Dans le cadre d'une initiative historique visant à remédier aux violations des droits de l'homme en Iran, La présidente du Parlement européen, Roberta Metsola, a officiellement interdit à tous les représentants du régime de Téhéran d'entrer dans les locaux du Parlement européen. Déclarant qu'il ne pouvait y avoir de “business as usual”, Mme Metsola a souligné que l'UE ne participerait plus à la légitimation d'un dirigeant qui maintient son pouvoir par la violence.
“Pas d'affaires comme d'habitude” : bannir le régime du parlement de l'UE
La décision de la présidente Roberta Metsola d'interdire l'accès à des fonctionnaires iraniens est une réponse directe à la répression brutale des citoyens qui luttent pour leur liberté. Par l'intermédiaire de ses réseaux sociaux, elle a adressé un message ferme à la communauté internationale :
“Le régime clérical iranien se maintient au pouvoir par la torture, l'oppression et le meurtre. Cette maison ne contribuera pas à la légitimation d'un régime qui supprime systématiquement la communication, témoignant ainsi de la peur profonde qu'il éprouve à l'égard de son propre peuple”.”
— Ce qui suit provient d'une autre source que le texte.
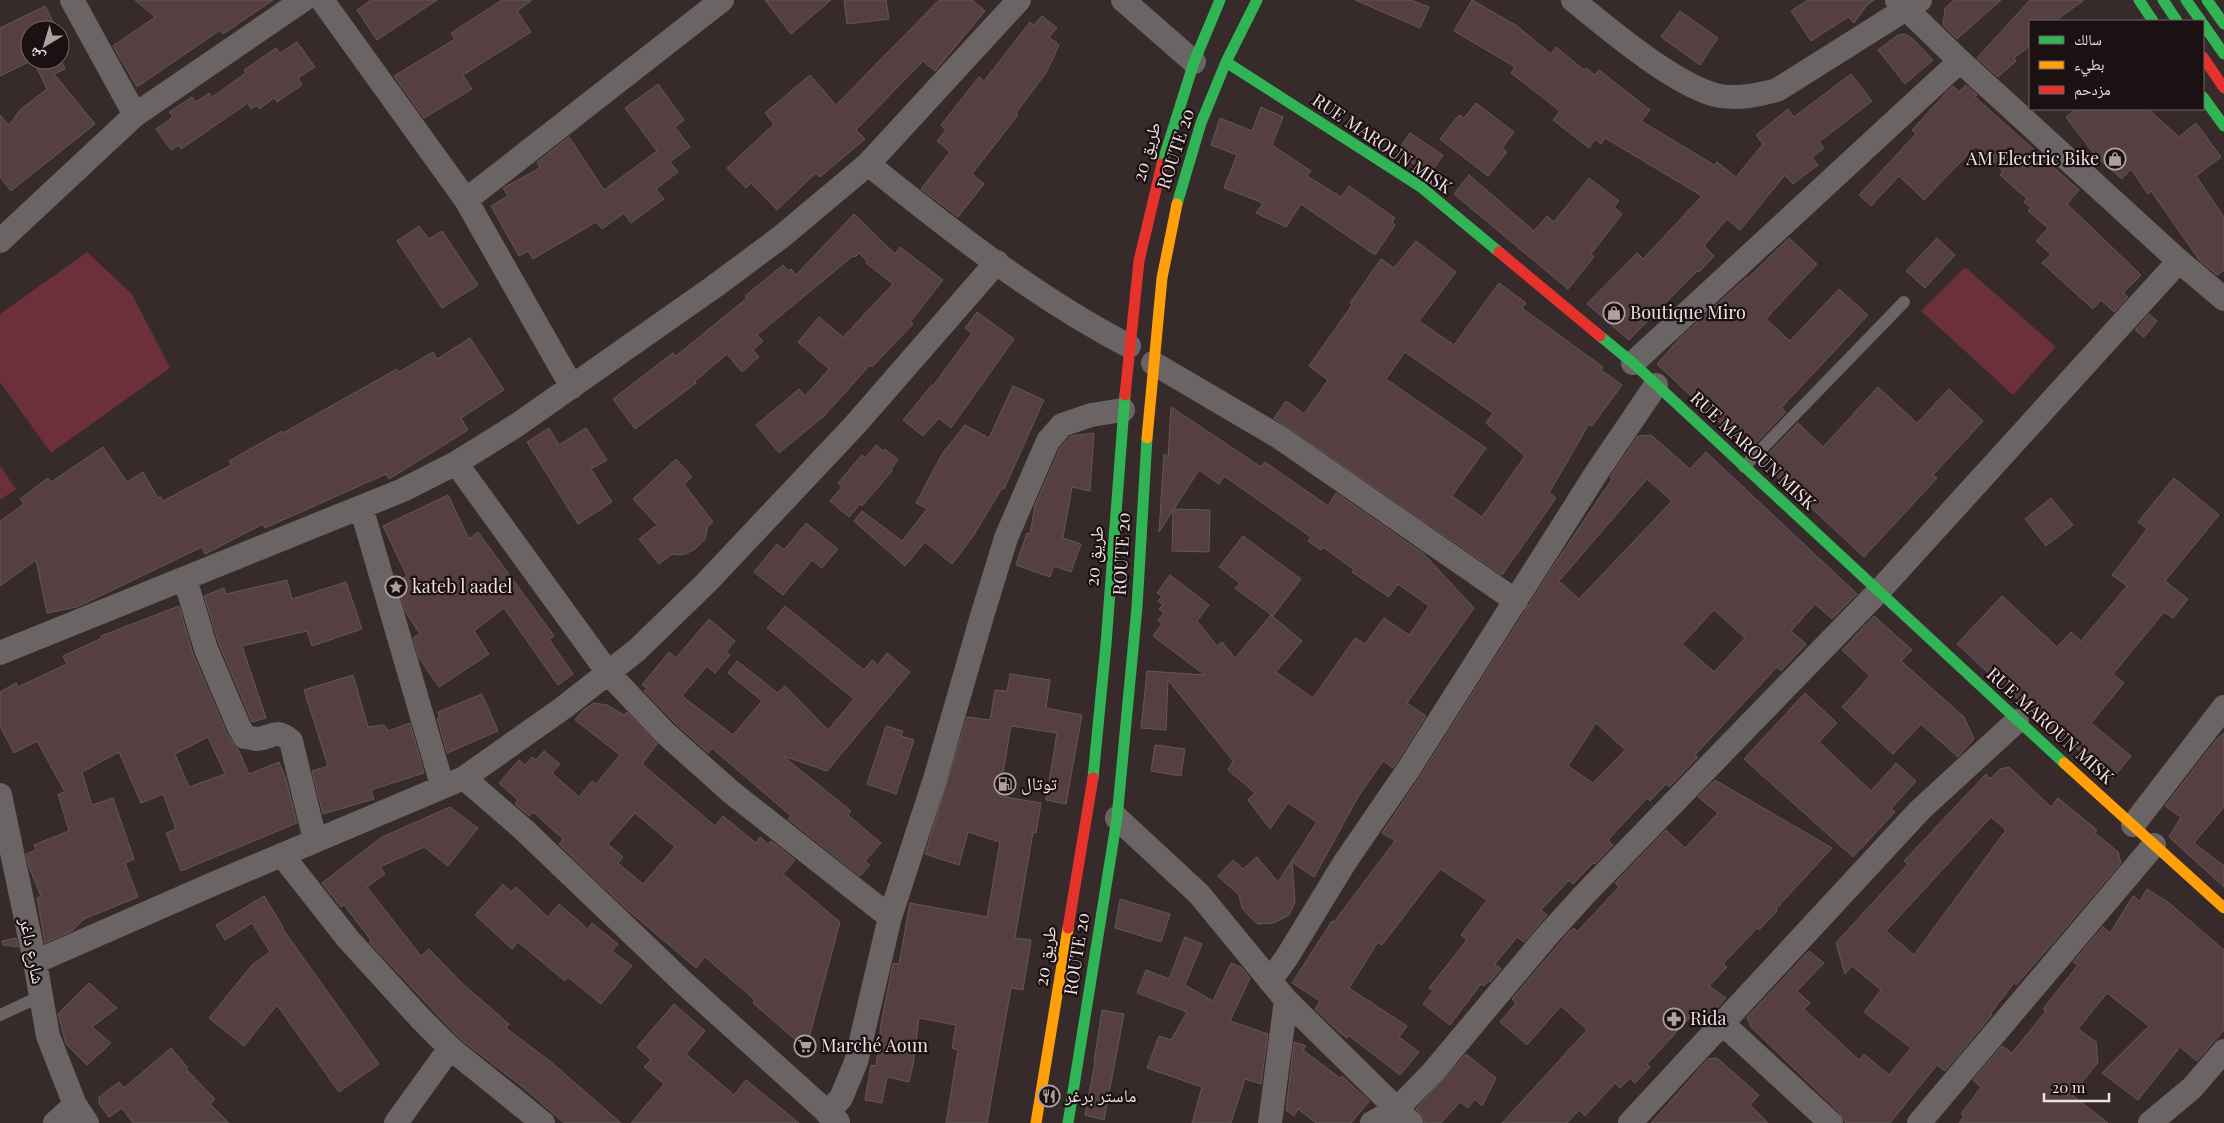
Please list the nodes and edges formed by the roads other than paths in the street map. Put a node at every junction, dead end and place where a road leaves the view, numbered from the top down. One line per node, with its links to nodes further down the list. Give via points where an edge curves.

En fermant les portes du Parlement européen au régime, Metsola a établi une nouvelle norme en matière de responsabilité diplomatique, exhortant les institutions européennes à cesser de traiter la crise comme une question secondaire.
2026 : l'année de la fin des dictatures
Lors d'une récente interview avec Euronews, Metsola a partagé une vision audacieuse pour l'année en cours, déclarant que le temps de la survie du régime était écoulé.
“Nous pensons que 2026 devrait être l'année de la fin des dictatures,Elle a fait remarquer que l'Union européenne devait faire preuve de force, de cohérence et d'un engagement renouvelé envers les principes de liberté. Elle a exhorté l'Union européenne à faire preuve de force, de cohérence et d'un engagement renouvelé en faveur des principes de liberté. Selon Mme Metsola, la quête de la liberté n'est pas seulement un espoir, mais une ”demande justifiée et nécessaire“ que le monde doit soutenir activement en 2026.
Honorer le courage des femmes, des jeunes filles et des étudiants
Le président Metsola a également adressé un puissant message d'encouragement aux Iraniens qui se trouvent en première ligne, en particulier aux femmes, aux jeunes filles, aux étudiants et aux hommes qui continuent de risquer leur vie.
Elle a souligné les points clés suivants du mouvement :
- Le droit inaliénable à la liberté : Un droit humain fondamental qui ne peut plus être supprimé par la force de l'État.
- La résilience des jeunes : Il faut saluer la jeune génération qui se bat pour la dignité et les droits de l'homme malgré la menace constante de la violence.
- Changement systémique : La reconnaissance du fait que le mouvement ne se limite pas à des réformes isolées, mais qu'il s'agit d'une transformation fondamentale de la société.
Un appel à la pression diplomatique et à l'action immédiate
Au-delà des gestes symboliques, la présidente du Parlement européen demande aux États membres de l'UE de changer concrètement de politique. Ses demandes portent notamment sur les points suivants
- L'arrêt immédiat de la violence : Mettre fin à la force meurtrière utilisée par l'appareil de sécurité du régime.
- Libération de tous les prisonniers politiques : Liberté pour les personnes injustement détenues lors des manifestations.
- Pression diplomatique accrue : Exhorter les gouvernements de l'UE à aller au-delà des mots et à mettre en œuvre des mesures efficaces contre Téhéran.
Metsola a souligné la “responsabilité urgente” de l'Europe d'agir. La documentation de violations des droits de l'homme en Iran est essentielle, mais elle doit être suivie de mesures politiques et diplomatiques décisives pour que les auteurs de ces actes répondent de leurs actes.